It would be extremely difficult -- if not impossible -- for someone to truly steal your identity just by gaining access to the information on your computer. If you've scanned in images of your driver's license, store credit card numbers, bank account numbers, or other information that really shouldn't be on there anyway, then identity theft is a minute possibility, but still a far-fetched idea.
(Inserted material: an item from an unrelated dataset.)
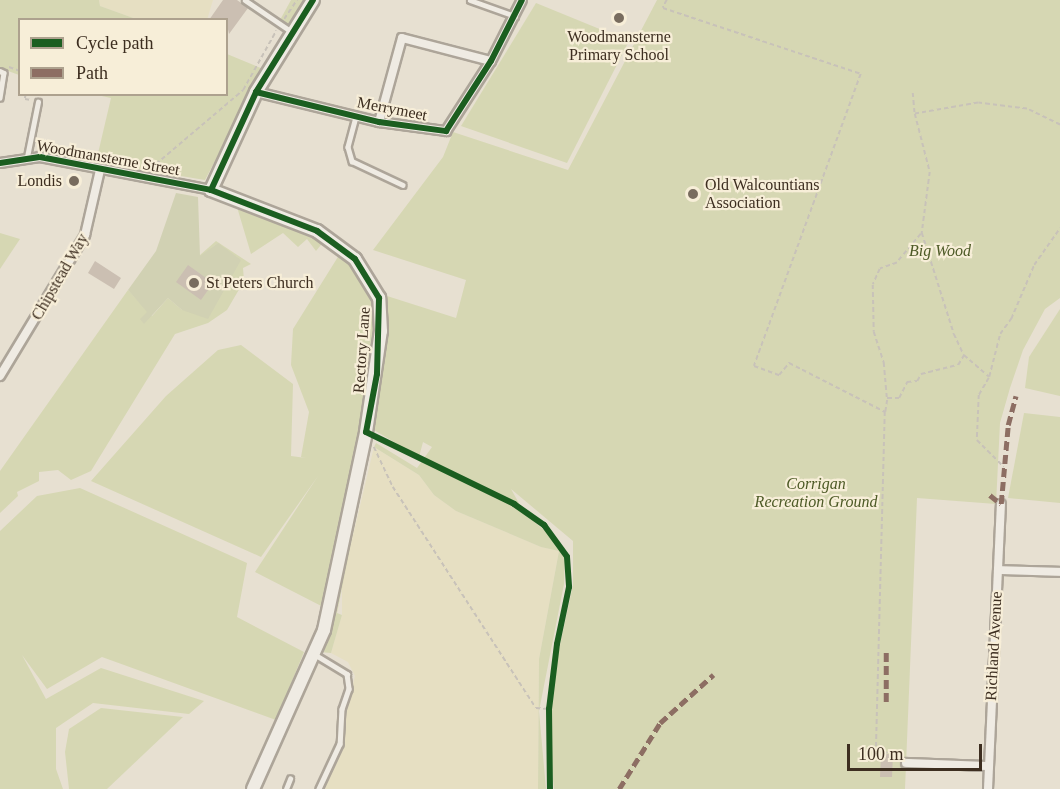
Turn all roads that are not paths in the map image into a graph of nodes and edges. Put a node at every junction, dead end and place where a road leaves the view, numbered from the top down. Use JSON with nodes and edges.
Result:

FileVault will protect everything contained in your home folder, and nothing else. For a system like mine with multiple drives, and data frequently stored outside the home folder, FileVault would do nothing but protect my bookmarks and application settings... for a laptop, though, with a single partition, it may be a viable solution, but I think you need to ask yourself, "Is there information sensitive enough to warrant encryption on my drive?" Term papers, emails to friends, little bits of code you've written -- these things don't need 128-bit AES secure encryption. So what if someone gets their hands on them? If you happened to steal someone's laptop, would you think you hit the motherload when you find last semester's papers or some emails between he and his girlfriend? Naah... people don't want your personal stuff. It's useless to them. Still, if you feel the need for FileVault, I would make sure your drive is in pristine condition (permissions repaired, no disk errors) and I would "clean house" on the home folder, just so FileVault keeps the encrypted disk image size to a minimum.
Instead of FileVault, I would suggest a good, hard-to-guess password, and perhaps setting the open firmware password. That's good enough to keep 99% of the thieves out of your stuff, and the remaining 1% probably wouldn't be interested in your personal stuff anyway. Their only option would be to reformat the drive, granted they knew enough about Macs to open it up and remove/add RAM to get around the open firmware password.
I think you need to worry more about the actual laptop itself rather than what's stored on it. Keep a good backup, as you said, just in case of a theft, but other than that, just keep your eye on your 'book and if you see anyone eyeing it suspiciously, prompty give them a swift kick to the head!